Transport d’un soldat évacué du champ de bataille de Wagram (juillet 1809) après avoir été amputé du pied gauche. (Source: dessins du peintre allemand Albrecht Adam, attaché au bureau topographique de l’armée d’Italie, Bayerischen Staatsbibliothek, München, dans Alain Pigeard, « L’armée de Napoléon 1800-1815. Organisation et vie quotidienne » , Paris, Tallandier, 2000, pp. 180-181)

   Parmi les leçons à tirer de la quantification des 3000 actes, il apparaît clairement que la majorité des soldats des Forêts étaient des fantassins ordinaires de l’infanterie légère ou de ligne (1098 fusiliers, 574 chasseurs, 147 voltigeurs). Les soldats de l’artillerie (72 artilleurs), la cavalerie (38 cuirassiers, 38 hussards, 52 dragons, 38 chasseurs à cheval) ou des troupes d’ingénieurs (52 sapeurs) sont moins représentés. Près de la moitié, exactement 48 %, sont morts en France (758) et en Espagne (679). En France, deux tiers ont succombé pendant la campagne de 1814 remportée par les armées alliées, mais ce sont les opérations menées en péninsule ibérique qui ont été les plus coûteuses en vies humaines, dans la mesure où de nombreuses pertes mentionnées dans le sud de la France et à proximité de la frontière espagnole peuvent y être rattachées. La comptabilité par villes confirme ces constats: y figurent Briviesca (en tête, 165 morts), Vitoria (69) et Burgos (65), trois sites importants de la guerre d’Indépendance hispanique. En deuxième position, Metz (112) a été à deux reprises, en 1814 et 1815, assiégée par les forces coalisées contre l’Empire. A Mayence (72 morts), où les troupes vaincues de la Grande Armée ont afflué après la bataille de Leipzig (16-19 octobre 1813), c’est le typhus qui a frappé. La position de Dantzig (Gdańsk) en quatrième place (84 certificats) s’explique sans doute par la présence d’au moins sept « hôpitaux » militaires.

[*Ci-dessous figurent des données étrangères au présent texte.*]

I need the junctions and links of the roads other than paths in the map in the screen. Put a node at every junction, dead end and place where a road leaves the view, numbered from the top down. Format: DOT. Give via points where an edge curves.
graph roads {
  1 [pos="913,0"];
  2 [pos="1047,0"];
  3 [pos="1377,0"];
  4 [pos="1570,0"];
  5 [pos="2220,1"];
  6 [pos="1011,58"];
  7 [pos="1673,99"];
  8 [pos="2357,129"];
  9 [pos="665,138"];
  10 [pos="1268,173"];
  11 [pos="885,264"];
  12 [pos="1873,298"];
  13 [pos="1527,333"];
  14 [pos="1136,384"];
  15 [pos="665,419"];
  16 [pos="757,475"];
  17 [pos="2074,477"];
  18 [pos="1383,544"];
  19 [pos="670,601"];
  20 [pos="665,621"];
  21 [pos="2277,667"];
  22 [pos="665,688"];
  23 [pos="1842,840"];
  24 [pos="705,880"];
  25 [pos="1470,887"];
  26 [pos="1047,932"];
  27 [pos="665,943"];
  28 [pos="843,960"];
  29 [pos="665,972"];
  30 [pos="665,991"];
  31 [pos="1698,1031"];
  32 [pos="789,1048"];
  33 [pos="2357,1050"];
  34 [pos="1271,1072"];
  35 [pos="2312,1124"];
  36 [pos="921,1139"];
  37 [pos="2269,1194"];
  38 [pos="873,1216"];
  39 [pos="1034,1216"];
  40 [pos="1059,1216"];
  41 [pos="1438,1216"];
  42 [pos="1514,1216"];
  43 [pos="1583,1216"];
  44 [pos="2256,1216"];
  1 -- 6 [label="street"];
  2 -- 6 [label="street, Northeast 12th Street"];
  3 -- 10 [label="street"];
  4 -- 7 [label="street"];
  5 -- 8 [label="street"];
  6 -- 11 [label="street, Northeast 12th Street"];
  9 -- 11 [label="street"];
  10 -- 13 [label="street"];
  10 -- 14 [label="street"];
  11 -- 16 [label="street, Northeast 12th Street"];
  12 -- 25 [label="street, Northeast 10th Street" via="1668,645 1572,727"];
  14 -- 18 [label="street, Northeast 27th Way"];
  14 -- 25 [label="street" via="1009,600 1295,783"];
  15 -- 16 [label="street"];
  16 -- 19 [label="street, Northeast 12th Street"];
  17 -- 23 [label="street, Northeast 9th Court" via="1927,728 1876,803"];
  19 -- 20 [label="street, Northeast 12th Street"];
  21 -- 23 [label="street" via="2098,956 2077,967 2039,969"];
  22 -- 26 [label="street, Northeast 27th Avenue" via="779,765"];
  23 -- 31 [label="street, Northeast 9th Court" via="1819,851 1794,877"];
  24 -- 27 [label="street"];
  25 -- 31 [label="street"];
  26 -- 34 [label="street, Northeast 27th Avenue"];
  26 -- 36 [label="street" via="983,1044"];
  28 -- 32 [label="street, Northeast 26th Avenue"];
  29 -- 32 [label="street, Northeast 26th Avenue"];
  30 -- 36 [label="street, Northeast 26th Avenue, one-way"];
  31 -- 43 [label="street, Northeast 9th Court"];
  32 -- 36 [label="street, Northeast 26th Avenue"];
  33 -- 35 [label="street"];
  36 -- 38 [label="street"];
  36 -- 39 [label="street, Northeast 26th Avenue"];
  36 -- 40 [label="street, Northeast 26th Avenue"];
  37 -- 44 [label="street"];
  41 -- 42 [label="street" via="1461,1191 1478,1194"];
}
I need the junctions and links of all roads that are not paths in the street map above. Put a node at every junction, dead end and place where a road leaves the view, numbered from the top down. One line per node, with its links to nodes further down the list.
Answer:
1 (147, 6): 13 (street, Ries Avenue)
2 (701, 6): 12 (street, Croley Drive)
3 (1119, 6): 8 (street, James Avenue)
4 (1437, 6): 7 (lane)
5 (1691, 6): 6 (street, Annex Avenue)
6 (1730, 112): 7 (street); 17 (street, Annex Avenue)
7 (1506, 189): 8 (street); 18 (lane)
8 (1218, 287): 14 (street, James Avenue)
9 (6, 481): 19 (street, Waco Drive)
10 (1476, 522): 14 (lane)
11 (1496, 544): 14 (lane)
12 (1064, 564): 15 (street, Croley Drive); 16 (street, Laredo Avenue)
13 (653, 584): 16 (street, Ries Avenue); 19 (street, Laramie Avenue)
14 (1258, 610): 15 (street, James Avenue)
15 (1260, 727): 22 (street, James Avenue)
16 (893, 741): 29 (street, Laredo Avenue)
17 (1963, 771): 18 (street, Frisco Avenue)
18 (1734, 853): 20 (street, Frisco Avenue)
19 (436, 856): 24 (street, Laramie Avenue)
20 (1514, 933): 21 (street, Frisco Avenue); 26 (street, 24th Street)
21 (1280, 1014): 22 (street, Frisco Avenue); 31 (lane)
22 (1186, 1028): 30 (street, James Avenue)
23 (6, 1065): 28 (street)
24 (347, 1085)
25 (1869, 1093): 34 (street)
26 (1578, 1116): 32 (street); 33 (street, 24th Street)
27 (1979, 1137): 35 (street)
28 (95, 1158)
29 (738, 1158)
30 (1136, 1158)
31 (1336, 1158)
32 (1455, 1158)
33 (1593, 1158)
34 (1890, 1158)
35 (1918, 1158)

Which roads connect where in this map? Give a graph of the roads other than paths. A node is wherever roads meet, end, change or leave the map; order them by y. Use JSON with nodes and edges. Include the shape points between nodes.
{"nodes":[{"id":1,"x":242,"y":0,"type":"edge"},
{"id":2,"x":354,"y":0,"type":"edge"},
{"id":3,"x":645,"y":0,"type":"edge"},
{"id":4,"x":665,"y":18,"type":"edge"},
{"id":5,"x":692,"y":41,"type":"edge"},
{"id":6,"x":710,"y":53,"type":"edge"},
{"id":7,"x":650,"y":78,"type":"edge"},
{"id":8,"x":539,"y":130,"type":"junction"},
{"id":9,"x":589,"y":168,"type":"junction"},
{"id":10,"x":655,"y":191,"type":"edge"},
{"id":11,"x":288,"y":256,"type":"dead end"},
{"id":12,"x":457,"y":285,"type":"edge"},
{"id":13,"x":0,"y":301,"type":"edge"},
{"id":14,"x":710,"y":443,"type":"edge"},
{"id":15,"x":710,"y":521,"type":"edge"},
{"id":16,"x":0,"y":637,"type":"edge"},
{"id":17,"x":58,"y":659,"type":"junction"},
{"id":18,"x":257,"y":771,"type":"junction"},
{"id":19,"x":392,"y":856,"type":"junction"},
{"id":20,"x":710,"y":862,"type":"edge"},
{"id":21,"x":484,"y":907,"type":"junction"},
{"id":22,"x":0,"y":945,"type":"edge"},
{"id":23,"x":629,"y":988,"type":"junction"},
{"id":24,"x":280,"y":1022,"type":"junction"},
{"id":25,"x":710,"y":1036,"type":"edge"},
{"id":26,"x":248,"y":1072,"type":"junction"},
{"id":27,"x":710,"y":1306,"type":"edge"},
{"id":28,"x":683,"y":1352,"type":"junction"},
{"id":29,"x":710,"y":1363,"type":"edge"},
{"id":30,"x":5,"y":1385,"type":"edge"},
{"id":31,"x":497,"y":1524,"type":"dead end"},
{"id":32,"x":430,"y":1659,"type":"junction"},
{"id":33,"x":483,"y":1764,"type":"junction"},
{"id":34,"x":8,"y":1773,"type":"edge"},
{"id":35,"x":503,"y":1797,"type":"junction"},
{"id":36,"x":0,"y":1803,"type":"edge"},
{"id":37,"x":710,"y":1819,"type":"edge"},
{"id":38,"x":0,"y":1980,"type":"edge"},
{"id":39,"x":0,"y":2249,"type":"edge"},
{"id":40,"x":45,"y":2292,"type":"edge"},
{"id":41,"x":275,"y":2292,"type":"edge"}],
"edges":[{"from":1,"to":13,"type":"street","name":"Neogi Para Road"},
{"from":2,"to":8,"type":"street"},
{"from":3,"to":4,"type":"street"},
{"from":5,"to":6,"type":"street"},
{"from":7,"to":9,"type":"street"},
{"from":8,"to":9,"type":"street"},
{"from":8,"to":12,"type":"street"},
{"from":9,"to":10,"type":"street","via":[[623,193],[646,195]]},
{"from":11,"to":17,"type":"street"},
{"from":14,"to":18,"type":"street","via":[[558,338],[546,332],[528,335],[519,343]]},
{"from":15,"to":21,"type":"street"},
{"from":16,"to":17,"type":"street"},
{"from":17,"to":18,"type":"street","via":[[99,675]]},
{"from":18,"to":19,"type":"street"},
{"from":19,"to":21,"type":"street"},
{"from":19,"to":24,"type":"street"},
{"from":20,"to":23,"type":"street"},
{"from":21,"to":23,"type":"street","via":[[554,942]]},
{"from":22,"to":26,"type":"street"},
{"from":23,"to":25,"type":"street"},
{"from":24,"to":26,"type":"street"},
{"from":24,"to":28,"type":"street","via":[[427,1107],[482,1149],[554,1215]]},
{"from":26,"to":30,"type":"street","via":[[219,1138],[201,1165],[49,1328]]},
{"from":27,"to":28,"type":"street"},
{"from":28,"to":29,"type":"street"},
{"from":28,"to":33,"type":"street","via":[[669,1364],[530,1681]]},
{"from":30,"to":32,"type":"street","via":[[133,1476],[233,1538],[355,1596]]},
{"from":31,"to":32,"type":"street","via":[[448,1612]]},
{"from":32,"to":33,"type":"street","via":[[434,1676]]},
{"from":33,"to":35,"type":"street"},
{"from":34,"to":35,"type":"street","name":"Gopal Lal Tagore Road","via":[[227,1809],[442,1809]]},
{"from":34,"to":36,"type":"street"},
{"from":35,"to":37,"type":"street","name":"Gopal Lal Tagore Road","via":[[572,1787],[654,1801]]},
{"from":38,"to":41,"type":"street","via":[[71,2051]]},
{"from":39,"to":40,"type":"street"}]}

   Certes, les chiffres qui nous instruisent du comment ne peuvent rien nous dire du pourquoi. Seule certitude sur ce point: ce n’était pas « pro aris et focis » (« pour nos autels et nos foyers » ), pour défendre la terre où ils étaient nés, que tant de jeunes hommes furent amenés au sacrifice suprême. C’est loin, très loin de chez eux que la plupart rendirent leur dernier souffle, et ce pour une cause qui n’était pas la leur. En avoir conscience fut leur ultime souffrance, avec la pensée de ceux qu’ils laissaient derrière eux.

P.V.

[1] Ainsi parmi les zouaves pontificaux, corps constitué pour défendre les Etats de l’Eglise dans les années 1860, 78 % des décès ont été dus à des maladies contre 14 % aux combats, les blessures mal soignées y étant incluses (cfr mon article du 18/12/2020, Choisir entre l’Italie et le Pape).

[2] Philippe NILLES, « Die auf Crowdsourcing basierte Verzeichnung von Sterbeurkunden von Soldaten aus napoleonischer Zeit im Luxemburger Nationalarchiv. Ein Erfahrungsbericht » , Symposium archivistique international 2019, publication préliminaire en ligne des actes, http://www.arch.be/news/files/IAS_2019_NILLES.pdf (en libre accès).

[3] D’après François DECKER, La conscription militaire au département des Forêts, 2 vols, Luxembourg, Niederfeulent, 1980.